**WHAT IS EXPECTED:** Return all lines of the records that contain the word "meet".

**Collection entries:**
■ ■ ■ ■ ■

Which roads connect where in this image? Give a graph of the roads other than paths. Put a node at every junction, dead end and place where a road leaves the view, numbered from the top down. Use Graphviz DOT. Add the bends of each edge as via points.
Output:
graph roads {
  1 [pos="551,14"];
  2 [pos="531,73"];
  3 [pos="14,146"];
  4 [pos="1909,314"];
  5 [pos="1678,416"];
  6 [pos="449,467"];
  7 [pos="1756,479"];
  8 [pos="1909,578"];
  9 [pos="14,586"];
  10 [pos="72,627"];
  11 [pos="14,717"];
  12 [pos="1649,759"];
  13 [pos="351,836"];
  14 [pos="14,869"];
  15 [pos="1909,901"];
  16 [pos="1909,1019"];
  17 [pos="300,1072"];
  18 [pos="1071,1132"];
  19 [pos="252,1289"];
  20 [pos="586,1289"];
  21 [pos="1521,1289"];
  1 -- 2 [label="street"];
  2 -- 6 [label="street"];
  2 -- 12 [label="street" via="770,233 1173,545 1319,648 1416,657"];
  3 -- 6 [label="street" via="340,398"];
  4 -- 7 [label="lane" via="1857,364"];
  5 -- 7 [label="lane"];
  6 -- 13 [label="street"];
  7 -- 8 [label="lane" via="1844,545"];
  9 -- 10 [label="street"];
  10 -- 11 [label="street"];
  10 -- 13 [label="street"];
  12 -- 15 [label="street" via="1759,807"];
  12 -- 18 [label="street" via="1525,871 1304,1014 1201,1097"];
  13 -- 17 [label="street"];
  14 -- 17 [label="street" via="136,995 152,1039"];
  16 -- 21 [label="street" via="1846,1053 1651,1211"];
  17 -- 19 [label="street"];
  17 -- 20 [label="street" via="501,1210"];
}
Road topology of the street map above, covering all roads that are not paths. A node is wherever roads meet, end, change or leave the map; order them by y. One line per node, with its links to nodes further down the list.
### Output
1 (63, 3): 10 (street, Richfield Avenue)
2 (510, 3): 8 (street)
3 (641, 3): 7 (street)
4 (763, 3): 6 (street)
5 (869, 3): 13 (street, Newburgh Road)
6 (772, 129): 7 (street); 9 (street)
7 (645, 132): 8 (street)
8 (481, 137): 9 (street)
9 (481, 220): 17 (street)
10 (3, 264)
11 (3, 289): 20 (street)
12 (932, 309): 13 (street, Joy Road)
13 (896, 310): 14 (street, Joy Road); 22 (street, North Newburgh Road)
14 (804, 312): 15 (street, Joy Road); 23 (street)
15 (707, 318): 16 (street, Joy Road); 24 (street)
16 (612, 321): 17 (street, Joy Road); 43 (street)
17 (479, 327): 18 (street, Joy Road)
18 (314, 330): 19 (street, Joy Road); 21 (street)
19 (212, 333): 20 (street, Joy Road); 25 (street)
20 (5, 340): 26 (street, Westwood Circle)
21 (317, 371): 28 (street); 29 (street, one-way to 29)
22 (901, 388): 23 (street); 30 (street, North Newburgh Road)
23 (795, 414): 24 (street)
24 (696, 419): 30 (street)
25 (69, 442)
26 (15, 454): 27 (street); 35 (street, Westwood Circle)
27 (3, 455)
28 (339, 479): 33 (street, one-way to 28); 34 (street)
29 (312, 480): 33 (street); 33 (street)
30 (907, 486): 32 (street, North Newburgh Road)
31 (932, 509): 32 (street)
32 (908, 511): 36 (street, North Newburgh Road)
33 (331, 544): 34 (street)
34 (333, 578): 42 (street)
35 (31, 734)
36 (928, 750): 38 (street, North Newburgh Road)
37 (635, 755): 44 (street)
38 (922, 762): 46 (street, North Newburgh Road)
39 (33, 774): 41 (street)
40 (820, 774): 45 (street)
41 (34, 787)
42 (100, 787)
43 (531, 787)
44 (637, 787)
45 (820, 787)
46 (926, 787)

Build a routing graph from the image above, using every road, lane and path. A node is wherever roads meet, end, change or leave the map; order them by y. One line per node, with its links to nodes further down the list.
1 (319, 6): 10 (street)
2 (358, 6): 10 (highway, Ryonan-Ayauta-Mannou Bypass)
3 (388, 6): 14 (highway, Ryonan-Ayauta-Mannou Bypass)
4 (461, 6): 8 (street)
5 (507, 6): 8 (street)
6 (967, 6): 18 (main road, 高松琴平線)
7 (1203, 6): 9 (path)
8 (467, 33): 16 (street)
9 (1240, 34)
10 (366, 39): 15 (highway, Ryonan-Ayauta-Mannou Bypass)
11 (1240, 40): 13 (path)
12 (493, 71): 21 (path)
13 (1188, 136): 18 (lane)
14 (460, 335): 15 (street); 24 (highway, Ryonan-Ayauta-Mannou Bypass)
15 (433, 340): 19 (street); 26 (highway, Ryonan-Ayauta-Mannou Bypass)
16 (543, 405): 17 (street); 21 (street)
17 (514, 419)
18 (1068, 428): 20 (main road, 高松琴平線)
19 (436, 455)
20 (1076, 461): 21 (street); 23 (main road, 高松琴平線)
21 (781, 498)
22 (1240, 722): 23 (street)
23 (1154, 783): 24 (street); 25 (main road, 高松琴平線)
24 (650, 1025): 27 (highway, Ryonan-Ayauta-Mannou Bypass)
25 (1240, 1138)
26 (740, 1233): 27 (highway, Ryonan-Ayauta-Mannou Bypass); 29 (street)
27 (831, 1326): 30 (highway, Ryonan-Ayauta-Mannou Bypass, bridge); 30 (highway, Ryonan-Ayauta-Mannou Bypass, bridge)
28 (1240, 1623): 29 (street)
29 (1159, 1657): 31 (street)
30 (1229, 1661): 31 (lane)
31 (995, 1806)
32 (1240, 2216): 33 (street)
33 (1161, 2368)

■ ■ ■ ■ ■

**RESPONSE:**
Road topology of the street map above, covering all roads that are not paths. A node is wherever roads meet, end, change or leave the map; order them by y. One line per node, with its links to nodes further down the list.
Build a routing graph from the image above, using every road, lane and path. A node is wherever roads meet, end, change or leave the map; order them by y. One line per node, with its links to nodes further down the list.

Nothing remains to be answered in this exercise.